Erin McGroarty/ Sun Star Reporter
Dec. 6, 2011

At the University of Alaska Fairbanks, the Office of Information Technology is in charge of handling all copyright violations performed by students or staff and faculty. Although the university does a thorough job of cracking down on copyright violators, new legislation could change the system by targeting larger entities, rather than just the individual.

As of Sept. 30 the UA system had seen 1,003 copyright infringements in 2011 according to the UAF Office of Information Technology’s quarterly report. Of the 263 infringements this quarter, 125 were from University of Alaska Anchorage, 94 of them were from University of Alaska Fairbanks, 41 of them were from University of Alaska Southeast, and three of the infringements were from the University of Alaska System Office. This is a big change from the four cases of copyright infringement in 2001. Through the past ten years, the numbers have increased, peaking in 2010 with 1,476 cases of infringement.

Recently the Stop Online Piracy Act was introduced to the House of Representatives. This bill, also known as SOPA, is an attempt to cut down on the number of copyright infringements on the internet each year, mostly due to illegal downloading of music and movies.  If  passed, the University would be operating under the Stop Online Piracy Act rather than what they are operating under now.

Currently, the UA system has legal obligations under the DMCA, or Digital Millennium Copyright Act. The purpose of this, according the the copyright complaints guidelines for OIT, is to “protect copyright holders and to response quickly to complaints about copyright violation.” This has been the system that UA has used for years. This essentially is what the Stop Online Piracy Act will do, with a few differences.

Both policies have the same intent, to stop copyright infringement on the internet.

However, UAF differs in that the DMCA holds the systems themselves harmless and focuses more on the individual who violated the copyright. As long as the university reports the infringements and disciplines the offenders, nothing is held against the university itself.

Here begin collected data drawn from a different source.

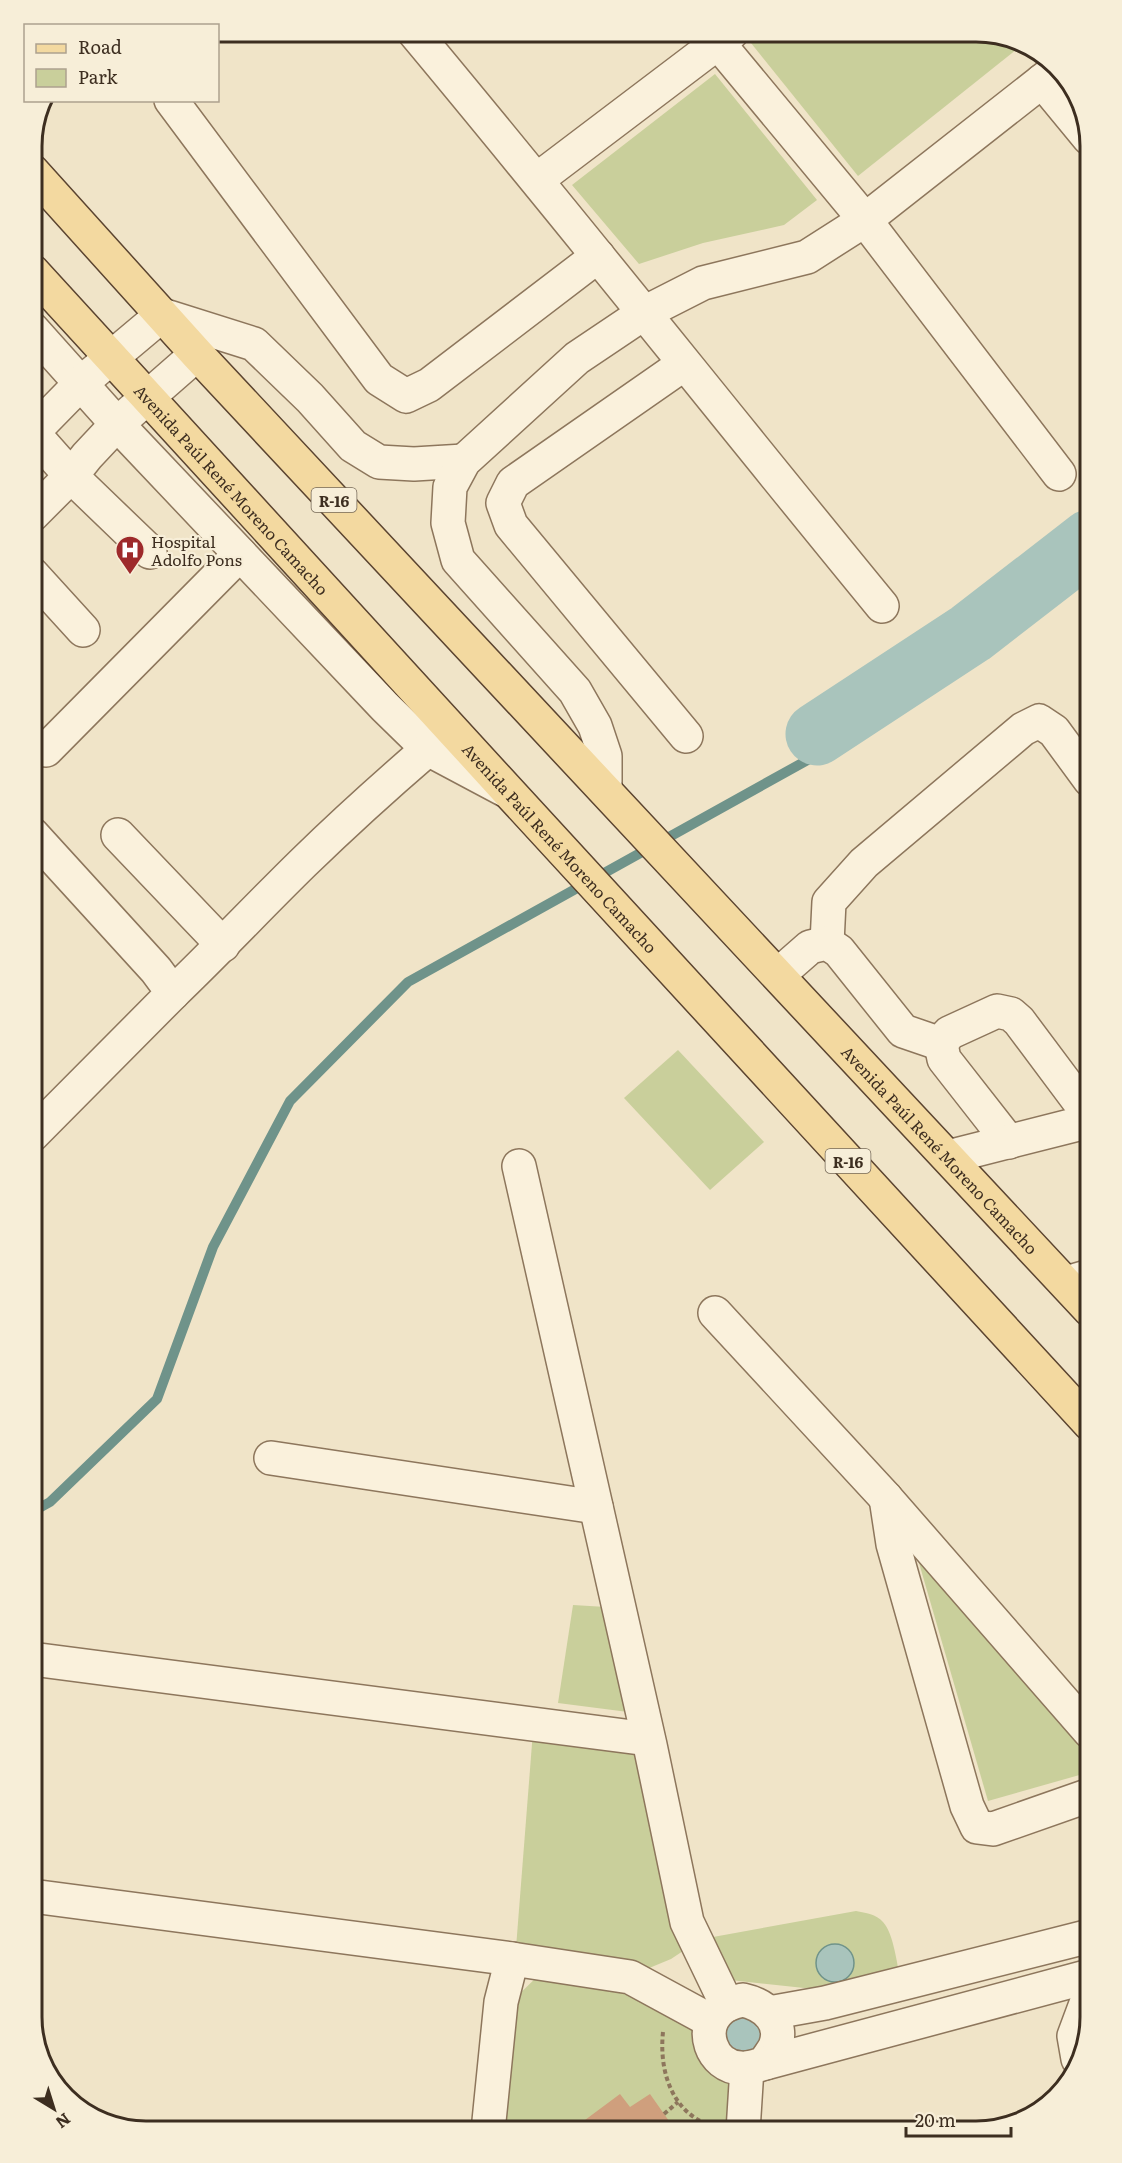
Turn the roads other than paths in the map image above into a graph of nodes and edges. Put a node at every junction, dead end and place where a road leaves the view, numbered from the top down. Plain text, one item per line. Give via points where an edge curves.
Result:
1 (422, 42) edge
2 (711, 42) edge
3 (725, 42) edge
4 (1049, 75) edge
5 (172, 102) edge
6 (1075, 116) edge
7 (538, 179) junction
8 (42, 182) edge
9 (864, 220) junction
10 (597, 256) junction
11 (42, 281) edge
12 (644, 313) junction
13 (162, 315) junction
14 (42, 340) edge
15 (197, 354) junction
16 (112, 359) junction
17 (684, 364) junction
18 (81, 383) junction
19 (148, 398) junction
20 (42, 423) edge
21 (117, 424) junction
22 (42, 444) edge
23 (464, 461) junction
24 (1059, 474) dead end
25 (71, 476) junction
26 (42, 505) edge
27 (150, 552) dead end
28 (240, 554) junction
29 (42, 585) edge
30 (882, 606) dead end
31 (83, 630) dead end
32 (686, 736) dead end
33 (428, 749) junction
34 (46, 750) dead end
35 (1080, 766) edge
36 (605, 790) junction
37 (508, 791) junction
38 (118, 835) dead end
39 (42, 845) edge
40 (827, 943) junction
41 (223, 945) junction
42 (778, 975) junction
43 (173, 993) junction
44 (941, 1044) junction
45 (1080, 1103) edge
46 (1080, 1124) edge
47 (42, 1125) edge
48 (1009, 1142) junction
49 (948, 1157) junction
50 (519, 1166) dead end
51 (1078, 1280) edge
52 (715, 1313) dead end
53 (1080, 1413) edge
54 (271, 1458) dead end
55 (886, 1498) junction
56 (596, 1507) junction
57 (42, 1660) edge
58 (1080, 1721) edge
59 (648, 1739) junction
60 (1080, 1799) edge
61 (42, 1897) edge
62 (1080, 1939) edge
63 (512, 1959) junction
64 (1080, 1979) edge
65 (719, 2013) junction
66 (769, 2013) junction
67 (1080, 2022) edge
68 (1076, 2046) edge
69 (756, 2065) junction
70 (489, 2121) edge
71 (745, 2121) edge

1 - 7 street
2 - 7 street
3 - 9 street
4 - 6 street
4 - 9 street
5 - 10 street via 379,380 406,396 429,385
7 - 10 street
8 - 13 main road, Avenida Paúl René Moreno Camacho / R-16
9 - 12 street via 807,257 704,283
9 - 24 street
10 - 12 street
11 - 16 main road, Avenida Paúl René Moreno Camacho / R-16
12 - 17 street
12 - 23 street via 577,358
13 - 15 main road, Avenida Paúl René Moreno Camacho / R-16
13 - 16 street
13 - 23 street via 254,344 353,446 379,462
14 - 18 street
15 - 19 street
15 - 36 main road, Avenida Paúl René Moreno Camacho / R-16
16 - 18 street
16 - 19 main road, Avenida Paúl René Moreno Camacho / R-16
17 - 30 street
17 - 32 street via 513,483 503,503 511,525
18 - 20 street
18 - 21 street
19 - 21 street
19 - 37 main road, Avenida Paúl René Moreno Camacho / R-16
21 - 25 street
21 - 28 street
22 - 25 street
23 - 36 street via 450,488 448,523 458,560 575,691 602,746
25 - 26 street
25 - 27 street
28 - 33 street
28 - 34 street
29 - 31 street
33 - 37 street
33 - 41 street via 302,864
35 - 40 street via 1054,731 1040,721 1023,729 864,862 829,902
36 - 42 main road, Avenida Paúl René Moreno Camacho / R-16
37 - 53 main road, Avenida Paúl René Moreno Camacho / R-16
38 - 41 street
39 - 43 street
40 - 42 street via 810,947
40 - 44 street via 839,951 903,1030
41 - 43 street
42 - 49 main road, Avenida Paúl René Moreno Camacho / R-16
43 - 47 street
44 - 45 street via 949,1033 997,1011 1011,1014
44 - 48 street via 944,1059
46 - 48 street
48 - 49 street
49 - 51 main road, Avenida Paúl René Moreno Camacho / R-16
50 - 56 street
52 - 55 street
54 - 56 street
55 - 58 street
55 - 60 street via 893,1544 967,1806 977,1827 993,1829
56 - 59 street
57 - 59 street
59 - 65 street via 687,1922
61 - 63 street
62 - 66 street via 825,2003
63 - 65 street via 630,1977 671,2000
63 - 70 street via 501,2002
64 - 69 street
65 - 66 street via 743,2000 756,2003
65 - 69 street via 709,2034 711,2048 729,2066
66 - 69 street via 777,2034 775,2047
67 - 68 street
69 - 71 street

The new Stop Online Piracy Act would put sanctions on internet providers, search engines, website providers and potentially organizations like UA for not doing more to block copyright violations. For example, if one were to do a Google search and come with up a website for free illegal downloads, the new Stop Online Piracy Act would allow the Department of Justice to put sanctions on Google, or any local web provider or organization that knowingly provides access to those sites.

“There are two sides of the coin really,” Chief Information Technology Officer, Karl Kowalski said, “there are those that think ‘Finally, they’re doing more to protect copyright material’ and then there are the opponents that think ‘This is going too far, why are you punishing the organization that provides a broader internet service, for those people that are offending’, and I can see both sides.”

According to the bill text, this new act will have the potential to shut down the site and seize the domain name as punishment for copyright violation. Therefore, once the site is seized, if one were to attempt to view the site, a notice would pop up saying something alone the lines of “The Department of Justice has seized this site for copyright violations.” While both the DMCA and the SOPA have the same broad intent, DMCA focuses more on the individual, while SOPA will focus more on the broader and more general websites and search engines, making the web providers just as guilty as those who are created illegal downloading sites.